The experimental setup of the bidirectional output QCW fiber laser is shown in Fig. 1. The fiber oscillator is composed of a gain fiber with a length of 25 m and two output-coupled fiber Bragg Gratings (OC-FBGs). The gain fiber used is DCYDF with a core/cladding diameter of 25/400 μm, the cladding absorption coefficient is 0.56 dB/m at 915 nm, and the core NA is 0.06. The center wavelength of OC-FBG1 is 1079.96 nm, the reflectivity is 5.3%, and the 3-dB bandwidth is 1.05 nm. The center wavelength of OC-FBG2 is 1079.95 nm, the reflectivity is 5.2%, and the 3-dB bandwidth is 1.04 nm. The pump power is injected into the oscillator through the pump and signal combiners (PSCs). Two (18 + 1) × 1 PSCs are connected to 17 LDs with a wavelength-stabilized 976 nm to provide the pump source, and the remaining pump arm with around 0° angle is used to measure the leaked light. The QCW laser is generated by directly modulating the driving current of LDs using the modulating circuit. In our experiment, the modulation frequency is set as 1 kHz, and the duty cycle is set as 10%. The signal light is output from the OC-FBG1 and OC-FBG2, the leaked signal light and residual pump light are filtered by the cladding light stripper (CLS1 and CLS2) and finally output from the quartz block head (QBH1 and QBH2) at both ends. We call the end where QBH1 is located the A end and the other end the B.

Figure 1

Schematic diagram of QCW fiber laser with bidirectional output.

The laser output by QBH enters the test system through a collimator (CO), and the power is measured by a power meter (PM). An optical spectrum analyzer (OSA) with a wavelength range of 600–1700 nm was used to detect the scattered light from the PM target surface and analyze the output laser spectrum. The photodetector (PD) is connected to an oscilloscope to measure the time-domain characteristics of the output laser, which has an actual measurement bandwidth of 1 GHz. A band-pass optical filter (OF) is placed in front of the beam quality analyzer (BQA) with an operating wavelength range of 266–1100 nm to filter light other than the signal light band to measure beam quality. The center wavelength of the OF is 1075 nm and bandwidth is 50 nm.

Results and discussion

Effect of LD water-cooling temperature on pump absorption

In Ref.²⁸, wavelength-stabilized LDs of 981 nm were used to achieve a bidirectional QCW laser output with a total peak power of 3 kW for the first time, and the peak power at both ends was 1218 W and 2220 W, respectively. However, the absorption cross section at 981 nm is small. This results in a relatively low O–O efficiency of 60%, limiting the output power further scaling.
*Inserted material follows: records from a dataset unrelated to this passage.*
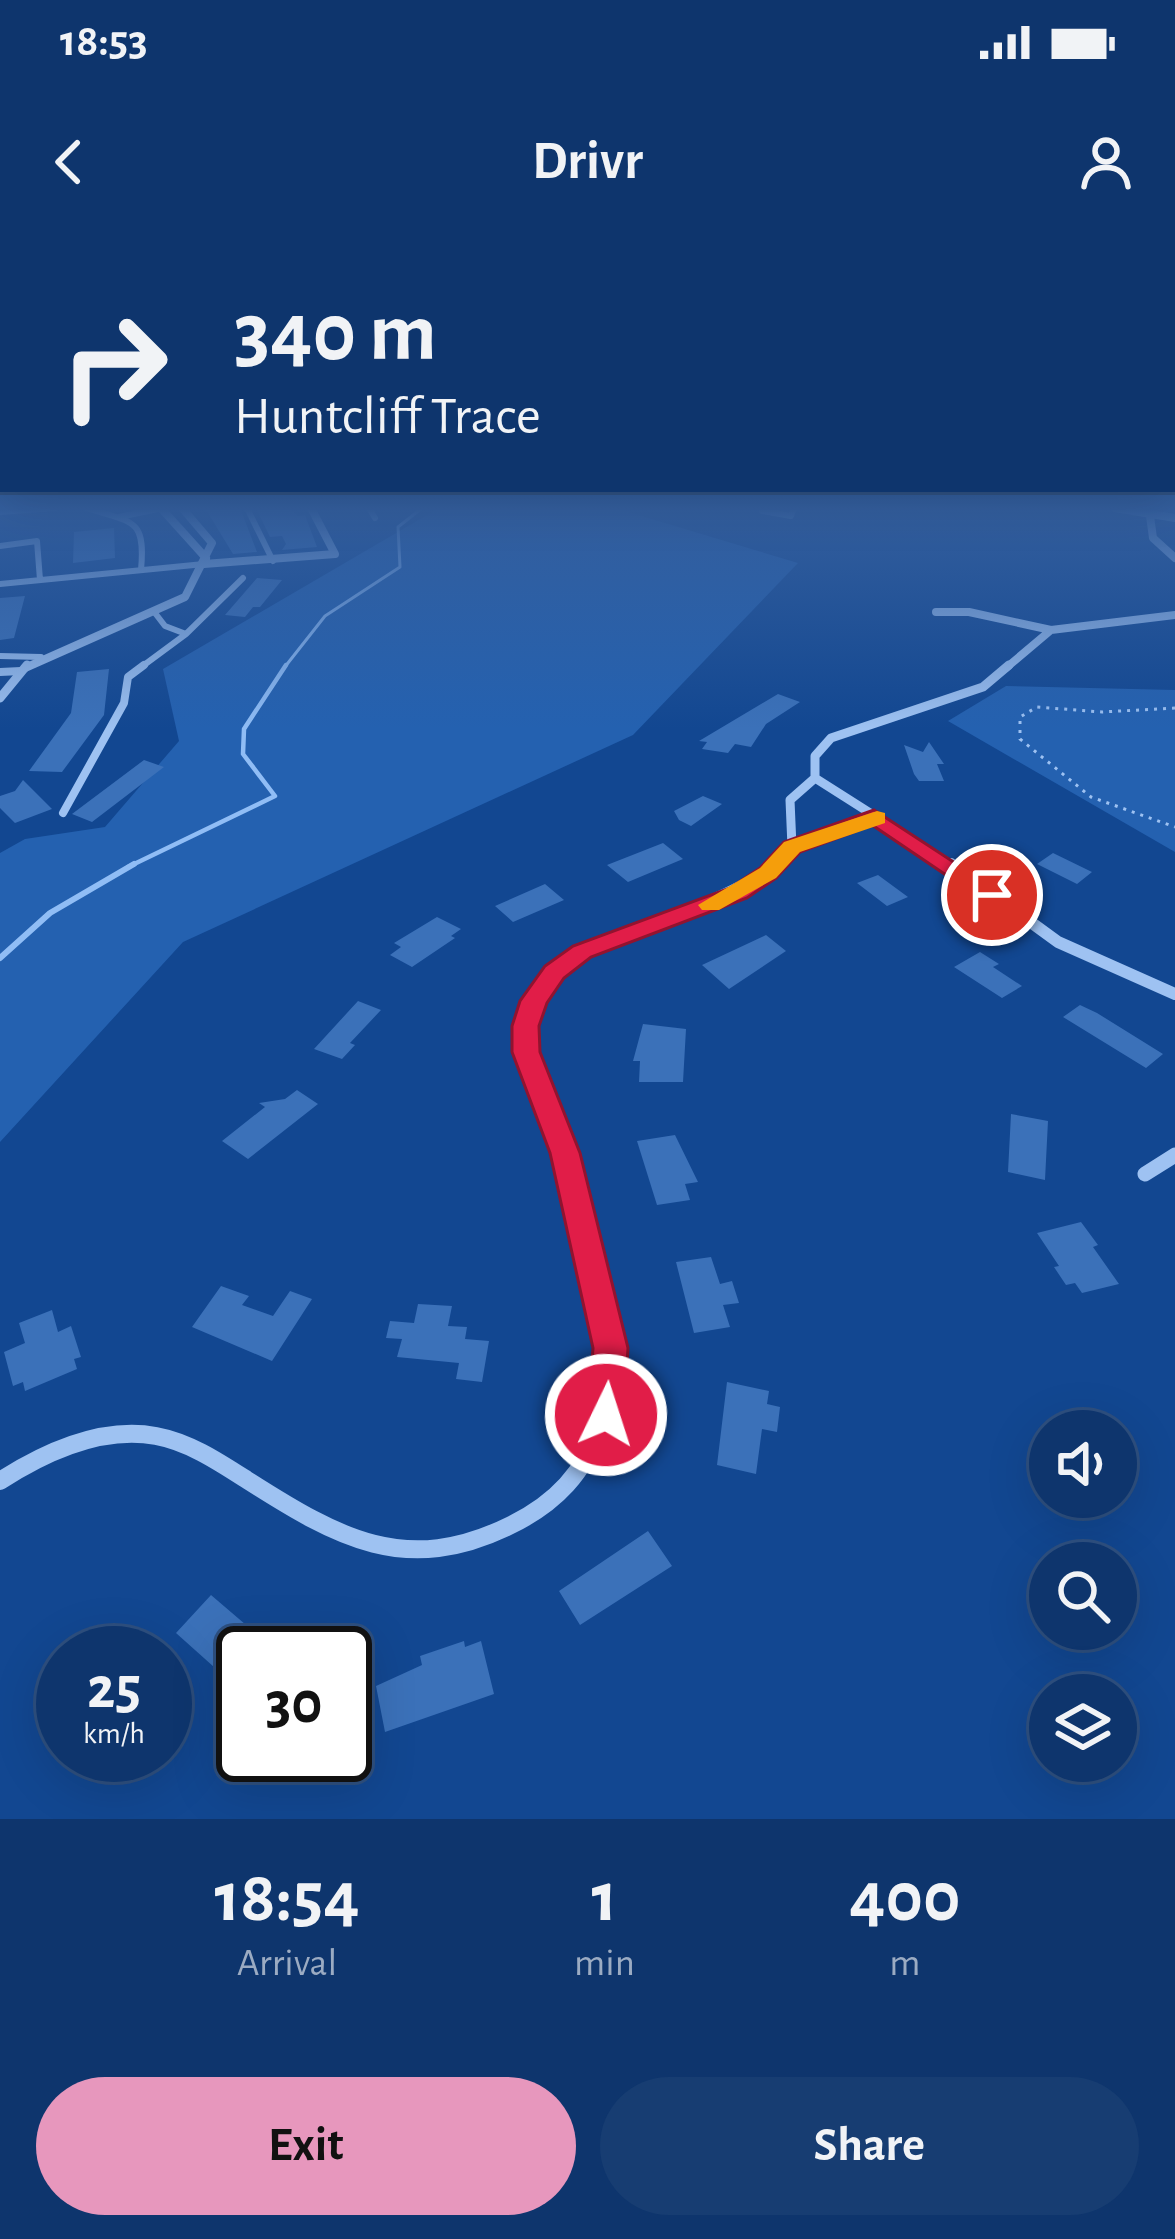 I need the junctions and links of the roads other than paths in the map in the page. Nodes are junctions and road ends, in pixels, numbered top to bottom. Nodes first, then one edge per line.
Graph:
1 (193, 582) edge
2 (239, 582) edge
3 (936, 612) dead end
4 (155, 613) junction
5 (1175, 615) edge
6 (1051, 630) junction
7 (186, 634) junction
8 (0, 656) edge
9 (41, 657) junction
10 (21, 671) junction
11 (0, 672) edge
12 (0, 698) edge
13 (815, 778) junction
14 (63, 813) dead end
15 (874, 816) junction
16 (792, 847) junction
17 (1175, 994) edge
18 (1175, 1155) edge
19 (1145, 1174) dead end
20 (0, 1481) edge

1 - 4 street
2 - 7 lane
3 - 6 street
4 - 7 lane
4 - 9 street
5 - 6 street
6 - 13 street
7 - 14 lane
8 - 9 lane
9 - 10 street
10 - 11 lane
10 - 12 street
13 - 15 street
13 - 16 street
15 - 16 street
15 - 17 street
16 - 20 street
18 - 19 street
Since the absorption/emission cross-section curve of YDF reaches its peak at 976 nm, to improve the O–O efficiency and output power of the bidirectional output QCW fiber laser, wavelength-stabilized 976 nm LDs were used for pumping. Firstly, LDs were tested in continuous pumping status. The spectrum under different currents is shown in Fig. 2. The spectrum mainly comprises the prominent peak of 976 nm and the sub-peak of 963–973 nm. With the current increase, the waste heat accumulation in the LDs increases, resulting in the frequency shift from the sub-peak to the prominent peak and the power proportion gradually decreases. When the current exceeds 10 A, the sub-peak disappears and the energy is concentrated near 976 nm.

Figure 2

Different CW currents drive the LD output spectrum with corresponding absorption and emission cross section curves of YDF.
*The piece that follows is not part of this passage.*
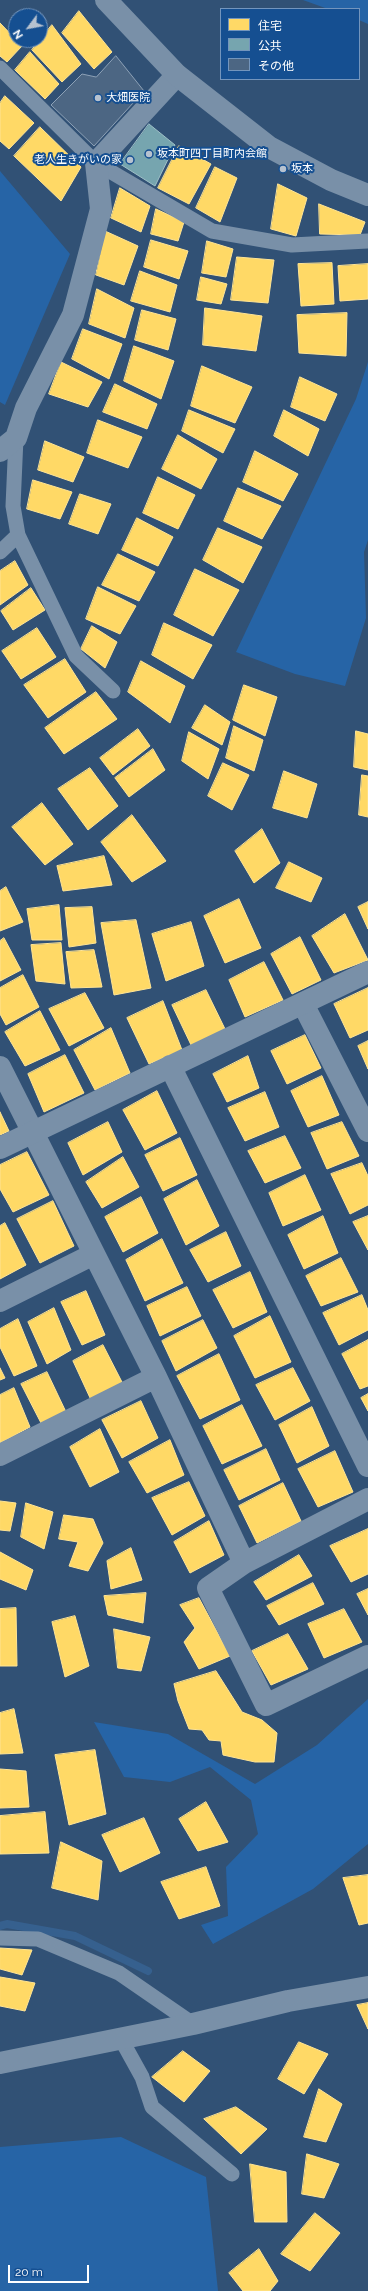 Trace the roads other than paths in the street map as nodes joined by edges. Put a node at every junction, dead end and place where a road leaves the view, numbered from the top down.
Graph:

However, under QCW modulation, the laser output time is shorter and the heat accumulation in LDs is less, resulting in higher sub-peak energy. As shown in Fig. 2, the absorption cross-section at 963–973 nm is 3.39 × 10^–25 to 1.04 × 10⁻²⁴ m², while the absorption cross-section at 976 nm is 1.77 × 10^–24 m², and the highest absorption cross-section at the sub-peak band is only 59% of that at 976 nm. Therefore, the absorption of the QCW pump will be significantly lower than that at the CW pump.

The LD output spectrum at different temperatures in QCW status was measured to improve the pump spectrum shape and increase the pump absorption. As shown in Fig. 3, the water-cooling temperature of the pumped LD is increased from 20 to 30 °C. Driven by a current with a repetition rate of 1 kHz and a duty cycle of 10%, the sub-peak center wavelength of the pumped LD spectrum shifts to the long-wave direction by about 1 nm, the relative intensity decreases by about 13 dB, and the power ratio decreases from 66.7 to 3.9%. At the same time, the output average power of the single LD remains the same at about 75 W.
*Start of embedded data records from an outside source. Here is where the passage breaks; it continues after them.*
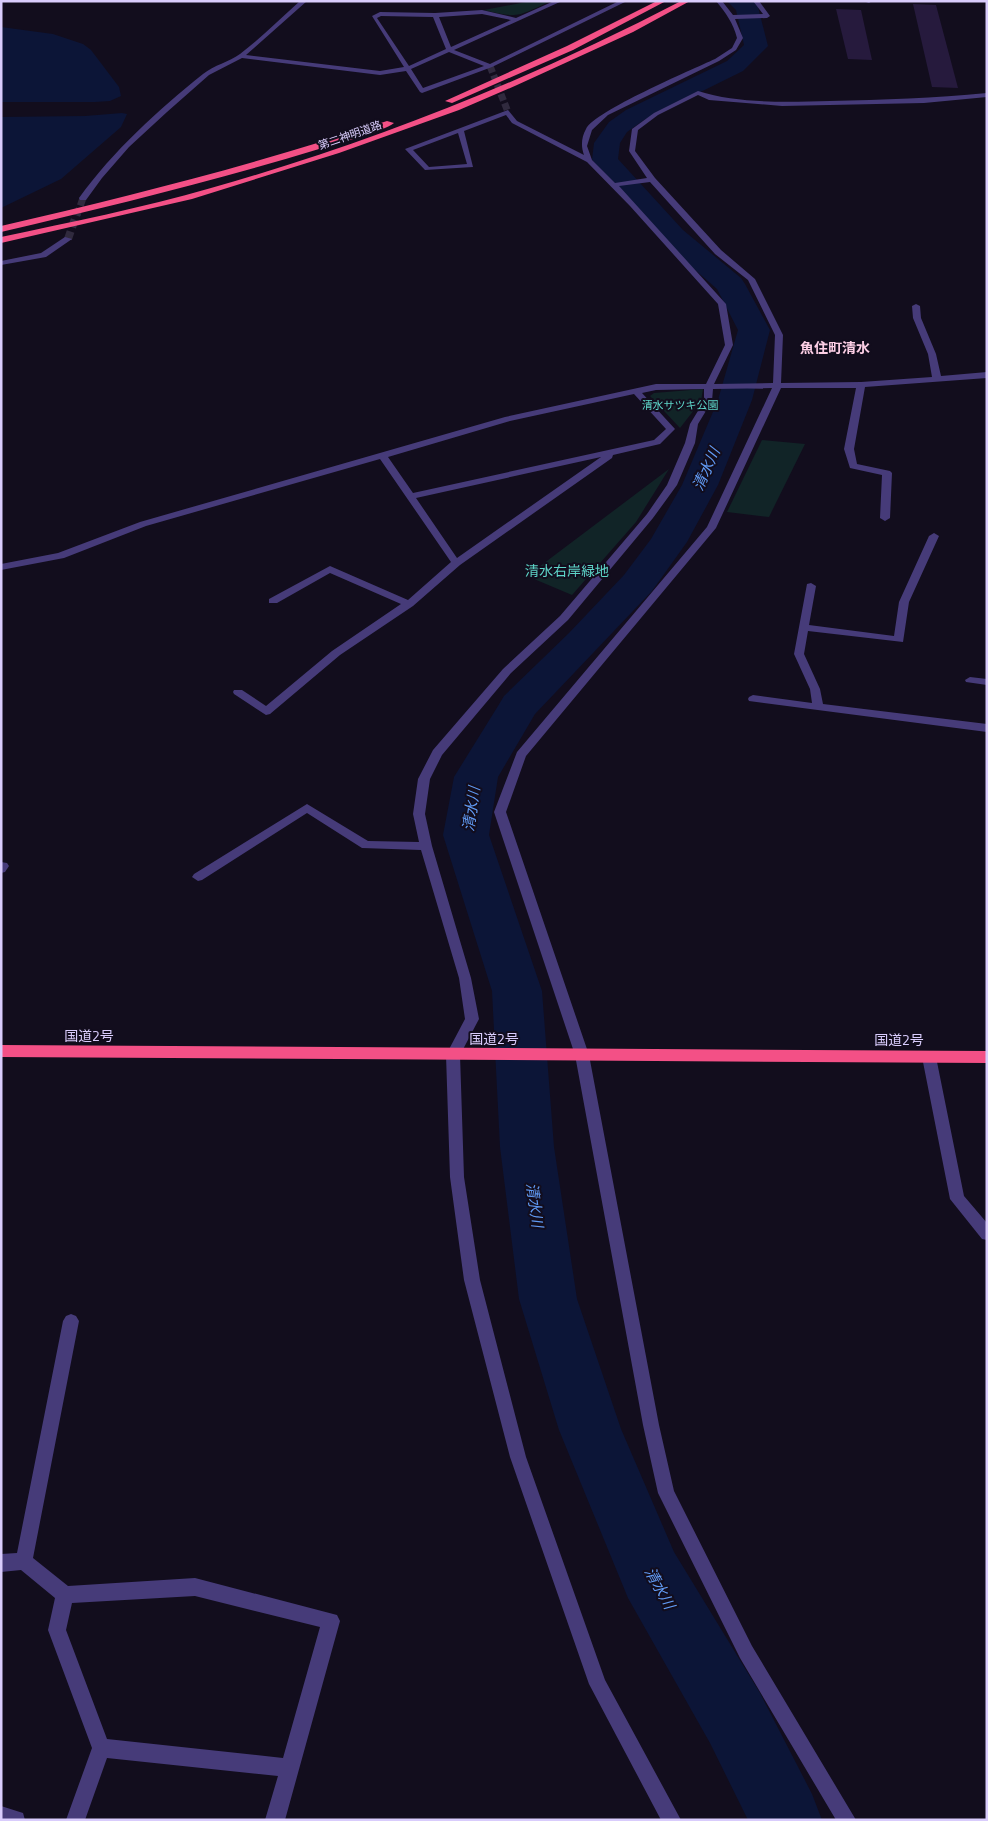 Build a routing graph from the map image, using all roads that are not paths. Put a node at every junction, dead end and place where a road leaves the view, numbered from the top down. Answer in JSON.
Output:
{"nodes":[{"id":1,"x":304,"y":1,"type":"edge"},
{"id":2,"x":559,"y":1,"type":"edge"},
{"id":3,"x":624,"y":1,"type":"edge"},
{"id":4,"x":663,"y":1,"type":"edge"},
{"id":5,"x":687,"y":1,"type":"edge"},
{"id":6,"x":719,"y":1,"type":"edge"},
{"id":7,"x":756,"y":1,"type":"edge"},
{"id":8,"x":435,"y":15,"type":"junction"},
{"id":9,"x":733,"y":18,"type":"junction"},
{"id":10,"x":517,"y":20,"type":"junction"},
{"id":11,"x":449,"y":50,"type":"junction"},
{"id":12,"x":240,"y":56,"type":"junction"},
{"id":13,"x":490,"y":66,"type":"junction"},
{"id":14,"x":406,"y":68,"type":"junction"},
{"id":15,"x":987,"y":96,"type":"edge"},
{"id":16,"x":460,"y":130,"type":"junction"},
{"id":17,"x":589,"y":161,"type":"junction"},
{"id":18,"x":652,"y":180,"type":"junction"},
{"id":19,"x":614,"y":185,"type":"junction"},
{"id":20,"x":84,"y":198,"type":"tunnel mouth"},
{"id":21,"x":1,"y":229,"type":"edge"},
{"id":22,"x":68,"y":239,"type":"tunnel mouth"},
{"id":23,"x":1,"y":240,"type":"edge"},
{"id":24,"x":1,"y":263,"type":"edge"},
{"id":25,"x":916,"y":306,"type":"dead end"},
{"id":26,"x":987,"y":375,"type":"edge"},
{"id":27,"x":937,"y":379,"type":"junction"},
{"id":28,"x":861,"y":385,"type":"junction"},
{"id":29,"x":709,"y":386,"type":"junction"},
{"id":30,"x":777,"y":387,"type":"junction"},
{"id":31,"x":636,"y":391,"type":"junction"},
{"id":32,"x":613,"y":453,"type":"junction"},
{"id":33,"x":382,"y":455,"type":"junction"},
{"id":34,"x":410,"y":497,"type":"junction"},
{"id":35,"x":885,"y":518,"type":"dead end"},
{"id":36,"x":934,"y":536,"type":"dead end"},
{"id":37,"x":456,"y":563,"type":"junction"},
{"id":38,"x":1,"y":567,"type":"edge"},
{"id":39,"x":812,"y":586,"type":"dead end"},
{"id":40,"x":273,"y":601,"type":"dead end"},
{"id":41,"x":409,"y":604,"type":"junction"},
{"id":42,"x":804,"y":627,"type":"junction"},
{"id":43,"x":970,"y":680,"type":"dead end"},
{"id":44,"x":987,"y":682,"type":"edge"},
{"id":45,"x":238,"y":692,"type":"dead end"},
{"id":46,"x":753,"y":699,"type":"dead end"},
{"id":47,"x":818,"y":707,"type":"junction"},
{"id":48,"x":987,"y":728,"type":"edge"},
{"id":49,"x":426,"y":846,"type":"junction"},
{"id":50,"x":198,"y":877,"type":"dead end"},
{"id":51,"x":1,"y":1052,"type":"edge"},
{"id":52,"x":453,"y":1055,"type":"junction"},
{"id":53,"x":582,"y":1055,"type":"junction"},
{"id":54,"x":929,"y":1057,"type":"junction"},
{"id":55,"x":987,"y":1057,"type":"edge"},
{"id":56,"x":987,"y":1234,"type":"edge"},
{"id":57,"x":72,"y":1321,"type":"dead end"},
{"id":58,"x":24,"y":1561,"type":"junction"},
{"id":59,"x":1,"y":1563,"type":"edge"},
{"id":60,"x":65,"y":1595,"type":"junction"},
{"id":61,"x":101,"y":1748,"type":"junction"},
{"id":62,"x":290,"y":1768,"type":"junction"},
{"id":63,"x":1,"y":1816,"type":"edge"},
{"id":64,"x":16,"y":1820,"type":"edge"},
{"id":65,"x":76,"y":1820,"type":"edge"},
{"id":66,"x":275,"y":1820,"type":"edge"},
{"id":67,"x":672,"y":1820,"type":"edge"},
{"id":68,"x":846,"y":1820,"type":"edge"}],
"edges":[{"from":1,"to":12,"type":"street"},
{"from":2,"to":10,"type":"street"},
{"from":3,"to":13,"type":"street"},
{"from":4,"to":21,"type":"highway","name":"第二神明道路"},
{"from":5,"to":23,"type":"highway","name":"第二神明道路"},
{"from":6,"to":9,"type":"street"},
{"from":7,"to":9,"type":"street"},
{"from":8,"to":10,"type":"street"},
{"from":8,"to":11,"type":"street"},
{"from":8,"to":14,"type":"street"},
{"from":9,"to":17,"type":"street"},
{"from":10,"to":11,"type":"street"},
{"from":11,"to":13,"type":"street"},
{"from":11,"to":14,"type":"street"},
{"from":12,"to":14,"type":"street"},
{"from":12,"to":20,"type":"street"},
{"from":13,"to":14,"type":"street"},
{"from":15,"to":18,"type":"street"},
{"from":16,"to":16,"type":"street"},
{"from":16,"to":17,"type":"street"},
{"from":17,"to":19,"type":"street"},
{"from":18,"to":19,"type":"street"},
{"from":18,"to":30,"type":"street"},
{"from":19,"to":29,"type":"street"},
{"from":22,"to":24,"type":"street"},
{"from":25,"to":27,"type":"street"},
{"from":26,"to":27,"type":"street"},
{"from":27,"to":28,"type":"street"},
{"from":28,"to":30,"type":"street"},
{"from":28,"to":35,"type":"street"},
{"from":29,"to":30,"type":"street"},
{"from":29,"to":31,"type":"street"},
{"from":29,"to":49,"type":"street"},
{"from":30,"to":53,"type":"street"},
{"from":31,"to":32,"type":"street"},
{"from":31,"to":33,"type":"street"},
{"from":32,"to":34,"type":"street"},
{"from":32,"to":37,"type":"street"},
{"from":33,"to":34,"type":"street"},
{"from":33,"to":38,"type":"street"},
{"from":34,"to":37,"type":"street"},
{"from":36,"to":42,"type":"street"},
{"from":37,"to":41,"type":"street"},
{"from":39,"to":42,"type":"street"},
{"from":40,"to":41,"type":"street"},
{"from":41,"to":45,"type":"street"},
{"from":42,"to":47,"type":"street"},
{"from":43,"to":44,"type":"street"},
{"from":46,"to":47,"type":"street"},
{"from":47,"to":48,"type":"street"},
{"from":49,"to":50,"type":"street"},
{"from":49,"to":52,"type":"street"},
{"from":51,"to":52,"type":"highway","name":"国道2号"},
{"from":52,"to":53,"type":"highway","name":"国道2号"},
{"from":52,"to":67,"type":"street"},
{"from":53,"to":54,"type":"highway","name":"国道2号"},
{"from":53,"to":68,"type":"street"},
{"from":54,"to":55,"type":"highway","name":"国道2号"},
{"from":54,"to":56,"type":"street"},
{"from":57,"to":58,"type":"street"},
{"from":58,"to":59,"type":"street"},
{"from":58,"to":60,"type":"street"},
{"from":60,"to":61,"type":"street"},
{"from":60,"to":62,"type":"street"},
{"from":61,"to":62,"type":"street"},
{"from":61,"to":65,"type":"street"},
{"from":62,"to":66,"type":"street"},
{"from":63,"to":64,"type":"street"}]}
$$\beta = - \frac{10}{L}{\text{log}}\left( {\frac{{P_{out} }}{{P_{in} }}} \right)$$

(1)

Figure 3

LD output spectrum: (a) driven by QCW current; (b) driven by CW current Optical fiber absorption coefficient β (dB/m) meets²⁹:

Let β_eff be the equivalent absorption coefficient and β_effL is the total absorption of the pump light after passing through the gain fiber with length L. Then we can see from the above formula:

$$\int {P_{in} \left( \lambda \right) \times 10^{{ - \frac{\beta (\lambda )L}{{10}}}} } d\lambda = \int {P_{in} \left( \lambda \right)} d\lambda \times 10^{{ - \frac{{\beta_{eff} L}}{10}}}$$

(2)

β(λ) is the absorption coefficient at different wavelengths.

By calculating the absorption of the DCYDF with a length of 25 m and an absorption coefficient of 0.56 dB/m at 915 nm, when the water-cooling temperature is 20 °C, the total absorption is 10.46 dB, and the corresponding equivalent absorption coefficient is 0.42 dB/m. When the water-cooling temperature is 30 °C, the complete absorption is 20.39 dB, and the corresponding equivalent absorption coefficient is 0.82 dB/m. Appropriately increasing the water-cooling temperature helps to absorb the pump light, thereby improving the O–O efficiency.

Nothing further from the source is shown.